I would be telling MIL myself the situation has changed and that as the trip didn’t happen, you sent money and a birthday present in lieu of the non-trip.

TinaTop · 14/04/2018 14:35

I'd politely explain that she didn't come to cash the token that Christmas so you sent the money and therefore she's already had it so won't be getting it again, and you can't afford to give the money twice. Don't leave DP to it if you think he'll cave and just pay!

I can see how MIL might have thought it would be nice for DN to have a trip and a dress, instead of just spending the train fare on a dress. It's possible that neither MIL nor DN knew you'd sent cash. Is it possible that SIL pocketed the money? Very cheeky to turn up unannounced though, you need to have words about that so it doesnt happen again.

bimbobaggins · 14/04/2018 14:39

Is it possible that they thought the money you sent at her birthday 6 months later was part of her birthday gift?

longhairdocare · 14/04/2018 14:43

MIL wouldn't have the money for a dress I don't think. She gets those special offer train tickets by booking ages in advance (so I bet she's planned this for fucking weeks and never said a bloody word).

Token specifies Top Shop Oxford Street when she came down with her mum. No actual date though. SIL was supposed to be coming down that Christmas just for a couple of days to see the lights etc.

When I sent the money for the outfit I definitely said it was because we hadn't got her an outfit for Christmas because they never came to visit. I wrote it on the envelope with the cash in and out it in her card.

Have told DH (who has a crap memory for stuff like this) what happened and that I am never buying gifts for his family again, he's on his own, and that I'm going out.

OP posts:
JennyWoodentop · 14/04/2018 14:43

Wow, I can see why you are cross, what on earth does MIL think she is playing at getting the poor child's hopes up like that? Does she have form for this type of behaviour?

Leaving DH to it is fine - his mother, his problem - but you know their dynamic, how likely is he to give in when you're not there and just give them the money? If he does, how much of a problem will you have with that?

You could take MIL aside & tell her how inappropriate she's been & you could say sorry to DN but you can't afford a dress for her & you are sorry people got her hopes up without discussing it with you & then just get her something small like a bit of make up - but she's 13, she's not going to understand & she will be upset. MIL will be cross you've called her out on it & there could be a big family row....

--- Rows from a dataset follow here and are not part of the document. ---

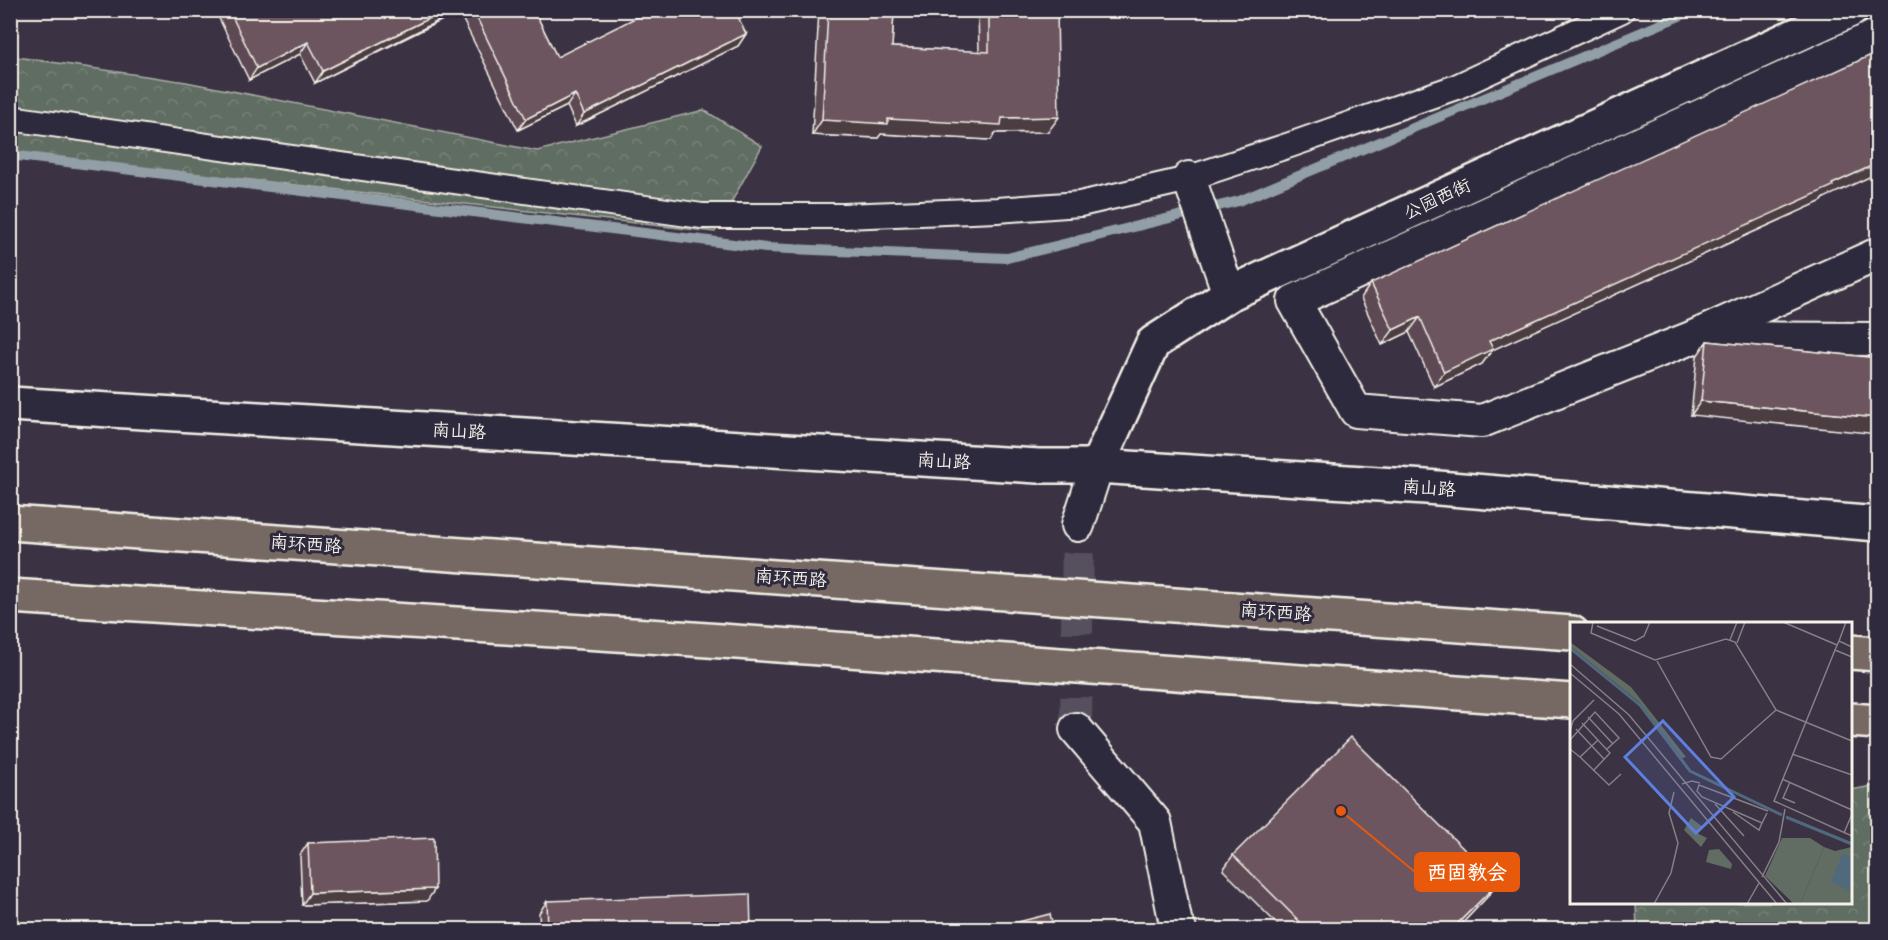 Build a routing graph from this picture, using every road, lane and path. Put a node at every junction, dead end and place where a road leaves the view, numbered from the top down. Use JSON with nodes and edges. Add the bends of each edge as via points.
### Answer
{"nodes":[{"id":1,"x":1622,"y":10,"type":"edge"},
{"id":2,"x":1851,"y":10,"type":"edge"},
{"id":3,"x":1878,"y":35,"type":"edge"},
{"id":4,"x":10,"y":117,"type":"edge"},
{"id":5,"x":1192,"y":188,"type":"junction"},
{"id":6,"x":1878,"y":254,"type":"edge"},
{"id":7,"x":1229,"y":294,"type":"junction"},
{"id":8,"x":1691,"y":338,"type":"junction"},
{"id":9,"x":1878,"y":339,"type":"edge"},
{"id":10,"x":10,"y":404,"type":"edge"},
{"id":11,"x":1097,"y":466,"type":"junction"},
{"id":12,"x":10,"y":524,"type":"edge"},
{"id":13,"x":1878,"y":524,"type":"edge"},
{"id":14,"x":1078,"y":525,"type":"tunnel mouth"},
{"id":15,"x":10,"y":596,"type":"edge"},
{"id":16,"x":1570,"y":633,"type":"edge"},
{"id":17,"x":1852,"y":652,"type":"edge"},
{"id":18,"x":1878,"y":654,"type":"edge"},
{"id":19,"x":1570,"y":701,"type":"edge"},
{"id":20,"x":1852,"y":720,"type":"edge"},
{"id":21,"x":1878,"y":722,"type":"edge"},
{"id":22,"x":1076,"y":729,"type":"tunnel mouth"},
{"id":23,"x":1180,"y":930,"type":"edge"}],
"edges":[{"from":1,"to":5,"type":"street","via":[[1456,87],[1290,145]]},
{"from":2,"to":7,"type":"street","name":"公园西街"},
{"from":3,"to":8,"type":"street","via":[[1294,301],[1356,411],[1482,421]]},
{"from":4,"to":5,"type":"street","via":[[702,216],[997,210],[1080,204]]},
{"from":5,"to":7,"type":"street"},
{"from":6,"to":8,"type":"street"},
{"from":7,"to":11,"type":"street","name":"公园西街","via":[[1153,343]]},
{"from":8,"to":9,"type":"street"},
{"from":10,"to":11,"type":"street","name":"南山路","via":[[1038,466]]},
{"from":11,"to":13,"type":"street","name":"南山路","via":[[1426,487]]},
{"from":11,"to":14,"type":"street"},
{"from":12,"to":16,"type":"highway","name":"南环西路"},
{"from":15,"to":19,"type":"highway"},
{"from":17,"to":18,"type":"highway"},
{"from":20,"to":21,"type":"highway"},
{"from":22,"to":23,"type":"street","via":[[1155,822]]}]}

Depends what you think is the least worst outcome & how you want to set the tone for the future. For me this would depend on what I could actually afford to do for DN, who is blameless in all this by the sound of it, and how much of a manipulative so & so MIL is & how much I feel she needs putting right.

Good luck.

Oh, and if they are staying over dinner is take out & MIL pays!

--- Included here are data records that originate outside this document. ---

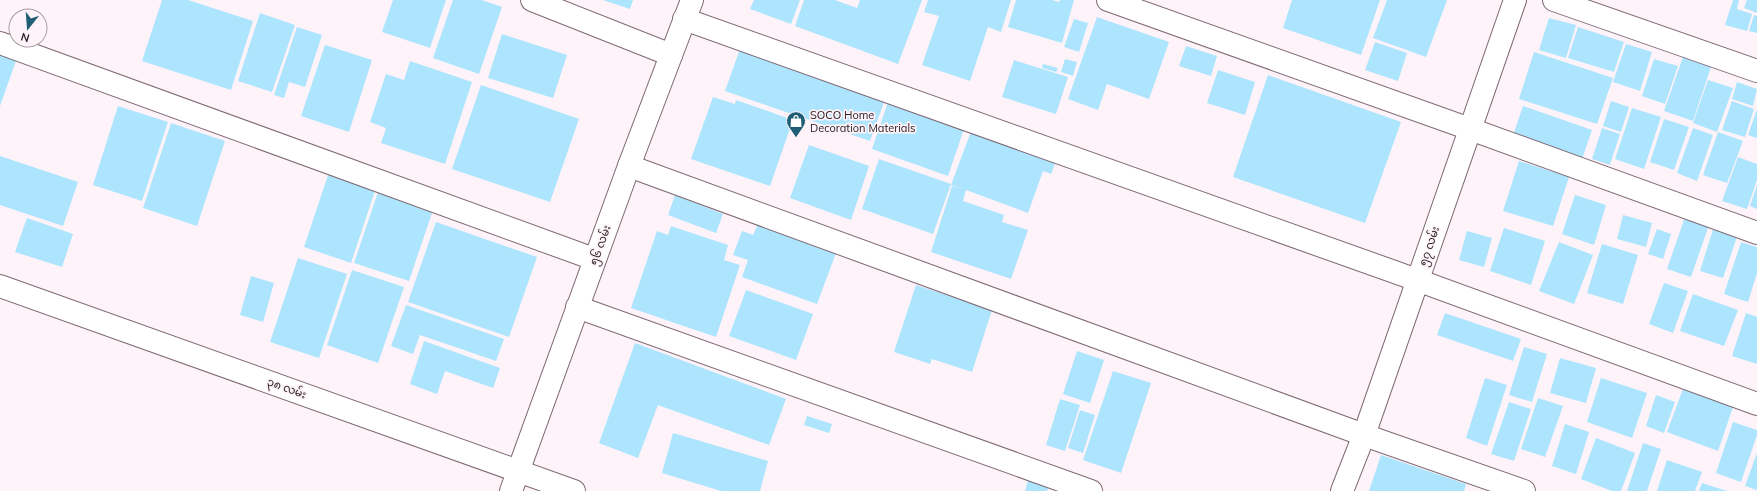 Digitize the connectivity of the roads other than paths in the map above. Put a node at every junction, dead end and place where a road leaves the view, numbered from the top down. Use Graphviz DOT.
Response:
graph roads {
  1 [pos="532,0"];
  2 [pos="1108,0"];
  3 [pos="1515,0"];
  4 [pos="1554,0"];
  5 [pos="688,10"];
  6 [pos="0,42"];
  7 [pos="671,56"];
  8 [pos="1757,71"];
  9 [pos="1470,129"];
  10 [pos="629,166"];
  11 [pos="1757,233"];
  12 [pos="594,258"];
  13 [pos="1417,280"];
  14 [pos="0,286"];
  15 [pos="578,307"];
  16 [pos="1757,404"];
  17 [pos="1364,435"];
  18 [pos="518,470"];
  19 [pos="511,491"];
  20 [pos="574,491"];
  21 [pos="1092,491"];
  22 [pos="1342,491"];
  23 [pos="1524,491"];
  1 -- 7 [label="street"];
  2 -- 9 [label="street"];
  3 -- 9 [label="street, ၅၇ လမ်း"];
  4 -- 8 [label="street"];
  5 -- 7 [label="street, ၅၆ လမ်း"];
  5 -- 13 [label="street"];
  6 -- 12 [label="street"];
  7 -- 10 [label="street, ၅၆ လမ်း"];
  9 -- 11 [label="street"];
  9 -- 13 [label="street, ၅၇ လမ်း"];
  10 -- 12 [label="street, ၅၆ လမ်း"];
  10 -- 17 [label="street"];
  12 -- 15 [label="street, ၅၆ လမ်း"];
  13 -- 16 [label="street"];
  13 -- 17 [label="street, ၅၇ လမ်း"];
  14 -- 18 [label="street, ၃၈ လမ်း"];
  15 -- 18 [label="street, ၅၆ လမ်း"];
  15 -- 21 [label="street"];
  17 -- 22 [label="street, ၅၇ လမ်း"];
  17 -- 23 [label="street"];
  18 -- 19 [label="street, ၅၆ လမ်း"];
  18 -- 20 [label="street, ၃၈ လမ်း"];
} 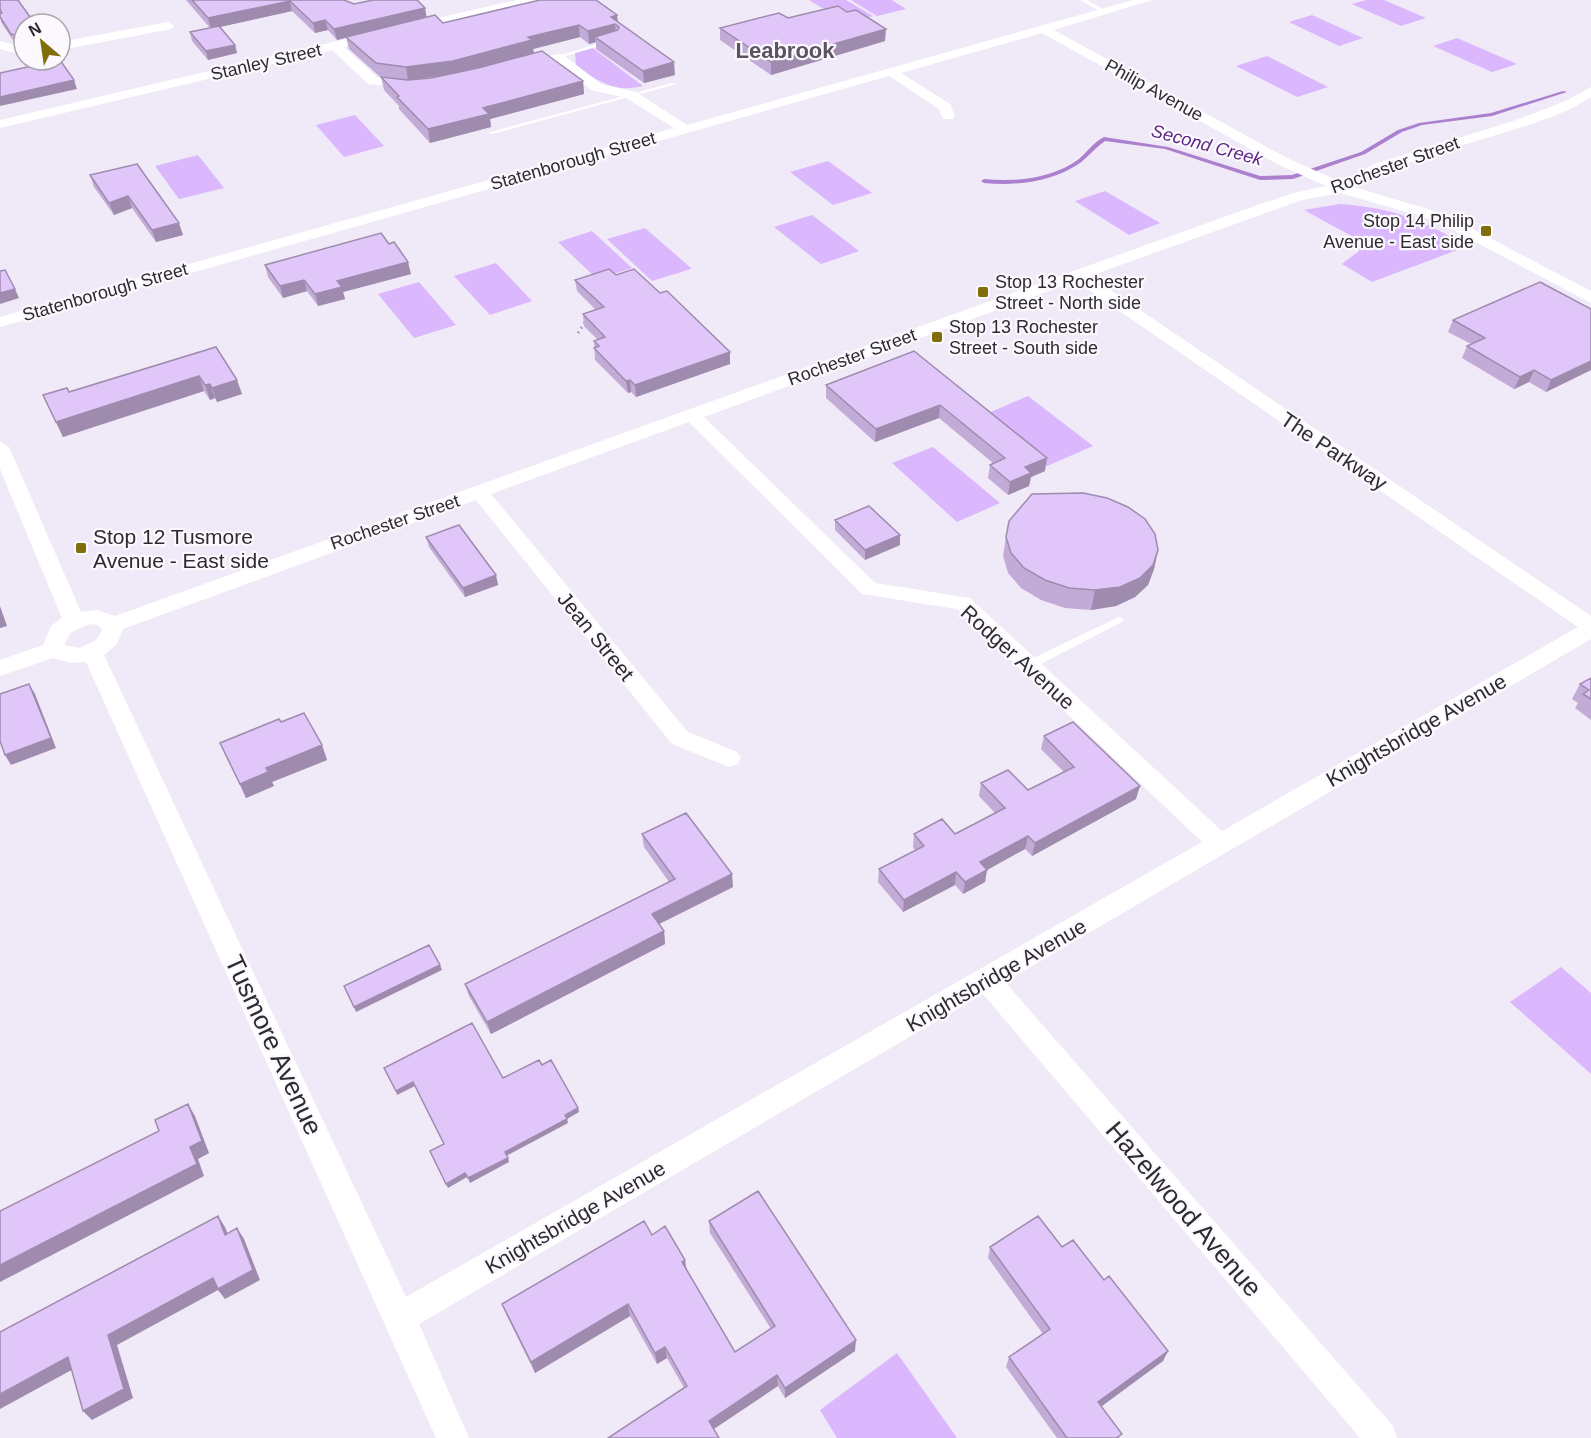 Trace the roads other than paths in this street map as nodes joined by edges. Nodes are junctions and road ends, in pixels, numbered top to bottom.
1 (533, 0) edge
2 (1083, 0) edge
3 (1146, 0) edge
4 (1105, 12) junction
5 (168, 26) dead end
6 (1044, 29) junction
7 (615, 40) edge
8 (72, 44) edge
9 (335, 46) junction
10 (557, 57) junction
11 (501, 68) edge
12 (891, 72) junction
13 (674, 84) edge
14 (423, 85) edge
15 (1590, 92) edge
16 (630, 95) junction
17 (948, 116) dead end
18 (0, 124) edge
19 (686, 130) junction
20 (490, 133) edge
21 (1341, 188) junction
22 (1078, 275) junction
23 (1591, 298) edge
24 (0, 322) edge
25 (692, 416) junction
26 (0, 447) edge
27 (480, 493) junction
28 (1119, 620) dead end
29 (74, 621) junction
30 (112, 625) junction
31 (1591, 628) edge
32 (55, 649) junction
33 (92, 652) junction
34 (1029, 665) junction
35 (0, 668) edge
36 (729, 758) dead end
37 (1220, 844) junction
38 (987, 981) junction
39 (400, 1318) junction
40 (453, 1438) edge
41 (1381, 1438) edge

1 - 9 street, Stanley Street
2 - 4 lane
3 - 4 street, Statenborough Street
4 - 6 street, Statenborough Street
5 - 8 street
6 - 12 street, Statenborough Street
6 - 21 street, Philip Avenue
7 - 10 lane
9 - 14 street
9 - 18 street, Stanley Street
10 - 11 street
10 - 16 street
12 - 17 street
12 - 19 street, Statenborough Street
13 - 16 lane
15 - 21 street, Rochester Street
16 - 19 street
16 - 20 lane
19 - 24 street, Statenborough Street
21 - 22 street, Rochester Street
21 - 23 street, Philip Avenue
22 - 25 street, Rochester Street
22 - 31 street, The Parkway
25 - 27 street, Rochester Street
25 - 34 street, Rodger Avenue
26 - 29 street
27 - 30 street, Rochester Street
27 - 36 street, Jean Street
28 - 34 lane
29 - 30 street
29 - 32 street
30 - 33 street
31 - 37 street, Knightsbridge Avenue
32 - 33 street
32 - 35 street
33 - 39 street, Tusmore Avenue
34 - 37 street, Rodger Avenue
37 - 38 street, Knightsbridge Avenue
38 - 39 street, Knightsbridge Avenue
38 - 41 street, Hazelwood Avenue
39 - 40 street, Tusmore Avenue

Gemini69 · 14/04/2018 14:46

that's very manipulative to turn up unannounced with an expectation of you paying for a Prom dress... WTAF Shock

longhairdocare · 14/04/2018 14:48

I don't think SIL would have taken the £ because the card was addressed to DN and she was old enough to open it herself. DN is old enough to know better I think but she is still young and MIL , maybe SIL, are cheeky fuckers and she's either been swept along with it all or is turning into a CF herself.

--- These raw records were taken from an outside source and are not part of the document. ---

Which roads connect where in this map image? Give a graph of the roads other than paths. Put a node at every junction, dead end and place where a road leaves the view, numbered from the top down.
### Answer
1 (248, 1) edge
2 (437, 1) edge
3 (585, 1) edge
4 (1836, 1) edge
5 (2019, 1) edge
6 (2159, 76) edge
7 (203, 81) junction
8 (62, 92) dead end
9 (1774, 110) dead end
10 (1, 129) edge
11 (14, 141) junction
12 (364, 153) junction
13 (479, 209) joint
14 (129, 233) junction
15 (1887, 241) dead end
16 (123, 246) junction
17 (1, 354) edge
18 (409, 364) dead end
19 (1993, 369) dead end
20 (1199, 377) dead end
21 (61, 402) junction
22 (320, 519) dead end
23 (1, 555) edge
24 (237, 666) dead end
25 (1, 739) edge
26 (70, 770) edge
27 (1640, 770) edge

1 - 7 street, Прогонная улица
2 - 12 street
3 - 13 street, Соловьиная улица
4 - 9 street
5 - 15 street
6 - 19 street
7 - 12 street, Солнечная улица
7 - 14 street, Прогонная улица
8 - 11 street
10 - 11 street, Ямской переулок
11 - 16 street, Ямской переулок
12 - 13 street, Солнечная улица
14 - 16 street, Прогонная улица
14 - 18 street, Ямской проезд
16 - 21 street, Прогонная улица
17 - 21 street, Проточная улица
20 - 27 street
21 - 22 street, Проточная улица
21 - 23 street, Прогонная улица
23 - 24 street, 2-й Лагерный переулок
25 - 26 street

DH wanted to go out tonight. Ha! No chance now.

OP posts:
GreenTulips · 14/04/2018 14:49

but she's 13, she's not going to understand & she will be upset

Of coarse she's going to understand!! I have two 13 year olds and no way would I even consider 'cashing in' a two year old gift EVEN if they hadn't sent any money instead.

Go out and leave your DH to sort this out.

JennyWoodentop · 14/04/2018 14:51

Cross posted - if it's her birthday soon you could give her whatever you would have spent on a gift & send her off so she still gets her shopping trip & make it clear there will be nothing else for her on the birthday I suppose. If the amount you set aside for birthdays is not as much as she hoped for, too bad, she got something.

If MIL didn't know you had sent money with a note saying it was in lieu of the Christmas outfit then maybe she's just a bit thick with the whole surprise visit thing rather than being manipulative?